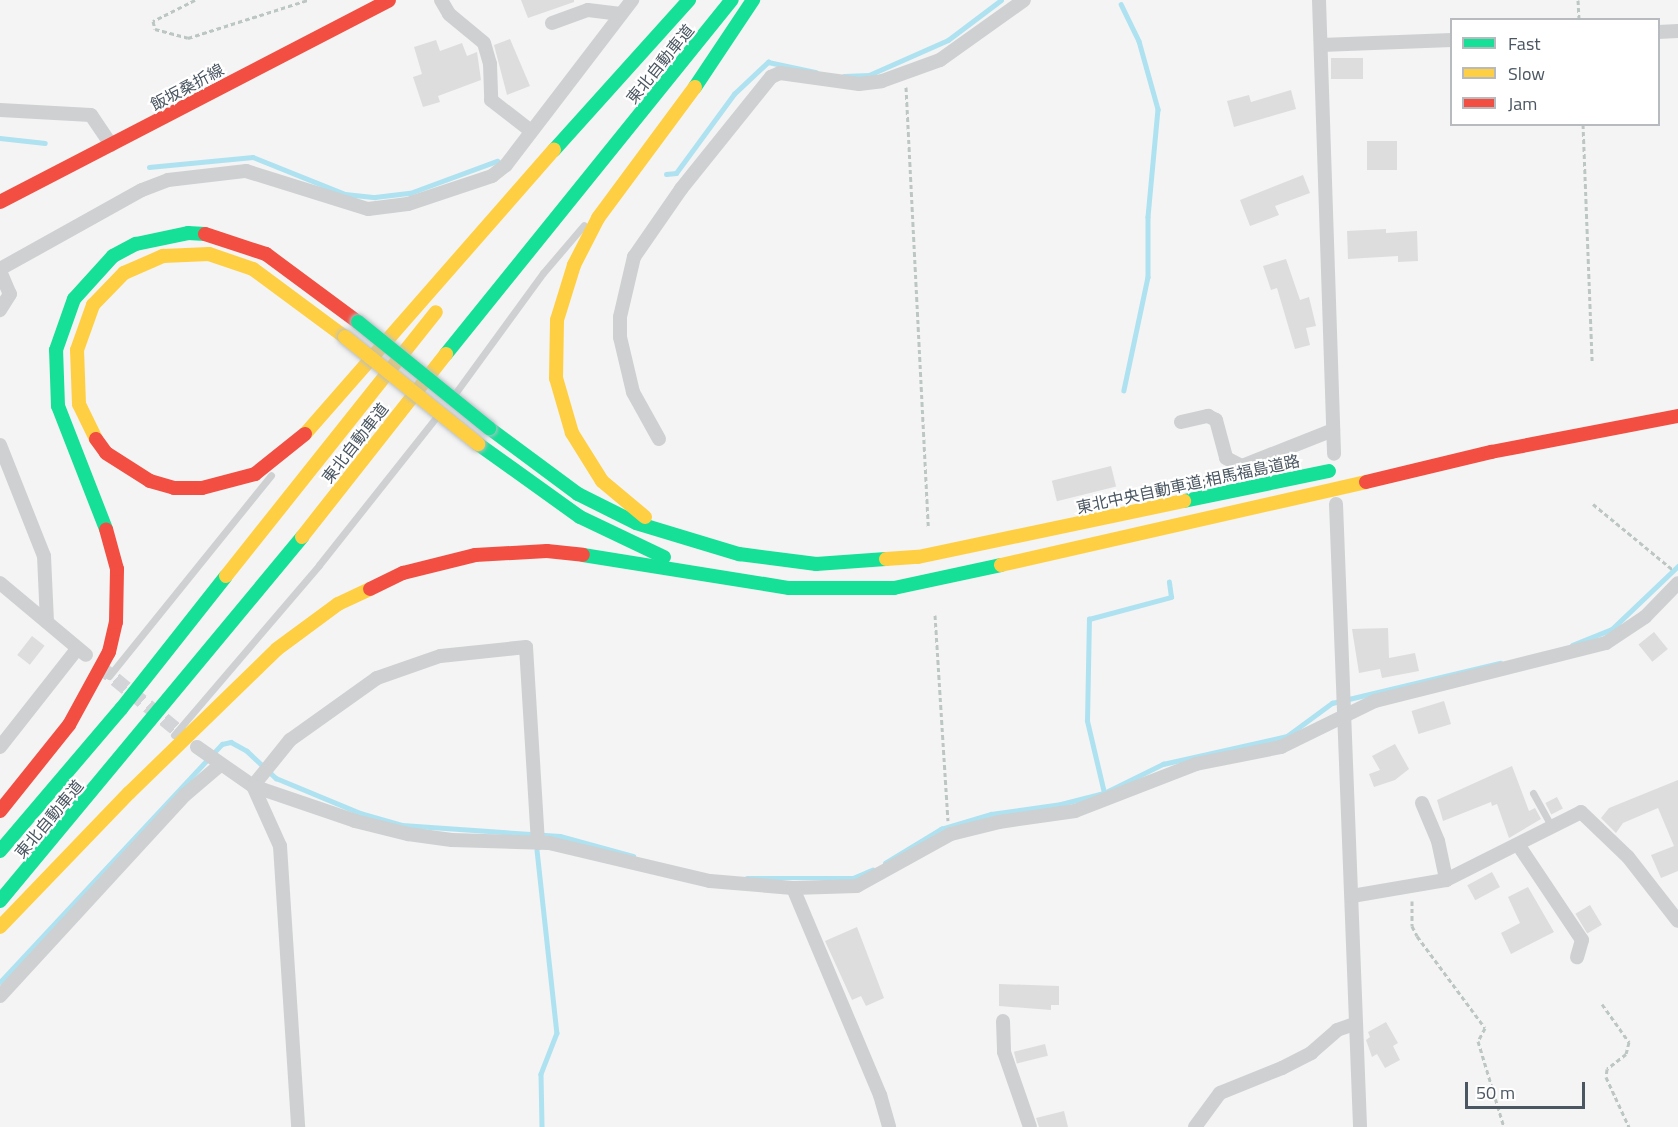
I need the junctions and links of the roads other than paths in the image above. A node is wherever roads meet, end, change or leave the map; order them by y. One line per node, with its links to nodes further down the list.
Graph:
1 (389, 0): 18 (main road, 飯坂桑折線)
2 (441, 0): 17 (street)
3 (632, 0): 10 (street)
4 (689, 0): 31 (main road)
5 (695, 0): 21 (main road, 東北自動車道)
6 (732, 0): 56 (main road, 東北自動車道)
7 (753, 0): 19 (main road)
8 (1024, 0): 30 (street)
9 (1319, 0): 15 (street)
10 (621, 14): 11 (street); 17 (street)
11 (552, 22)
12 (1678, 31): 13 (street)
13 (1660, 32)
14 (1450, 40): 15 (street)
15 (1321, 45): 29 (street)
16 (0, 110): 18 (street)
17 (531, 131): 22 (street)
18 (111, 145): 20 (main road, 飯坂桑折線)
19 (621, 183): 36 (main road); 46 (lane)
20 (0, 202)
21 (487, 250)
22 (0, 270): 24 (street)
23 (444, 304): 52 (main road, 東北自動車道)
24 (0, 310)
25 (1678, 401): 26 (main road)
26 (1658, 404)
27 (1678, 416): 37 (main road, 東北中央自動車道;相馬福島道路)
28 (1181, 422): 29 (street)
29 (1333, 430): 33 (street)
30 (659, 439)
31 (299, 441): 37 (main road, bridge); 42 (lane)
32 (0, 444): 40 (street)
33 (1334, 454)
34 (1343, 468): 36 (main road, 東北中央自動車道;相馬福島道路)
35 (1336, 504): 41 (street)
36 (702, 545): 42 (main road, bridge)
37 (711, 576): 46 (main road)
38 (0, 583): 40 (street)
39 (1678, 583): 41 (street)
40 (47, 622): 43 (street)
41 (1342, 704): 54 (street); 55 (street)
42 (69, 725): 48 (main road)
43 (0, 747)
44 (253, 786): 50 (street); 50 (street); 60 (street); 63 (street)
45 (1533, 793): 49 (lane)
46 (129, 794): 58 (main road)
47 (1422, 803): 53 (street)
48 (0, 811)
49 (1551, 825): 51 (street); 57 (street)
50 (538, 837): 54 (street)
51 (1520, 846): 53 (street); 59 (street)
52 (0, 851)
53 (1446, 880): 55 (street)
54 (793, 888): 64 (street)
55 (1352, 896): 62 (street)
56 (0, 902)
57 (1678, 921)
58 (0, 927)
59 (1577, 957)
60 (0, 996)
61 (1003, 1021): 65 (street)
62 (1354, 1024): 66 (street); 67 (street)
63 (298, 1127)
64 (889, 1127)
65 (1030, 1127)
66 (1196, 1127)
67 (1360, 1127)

### WORK TASK
Determine how many lines of this listing have the word "東北自動車道" in them, and reply with that number alone.

### SOLUTION
3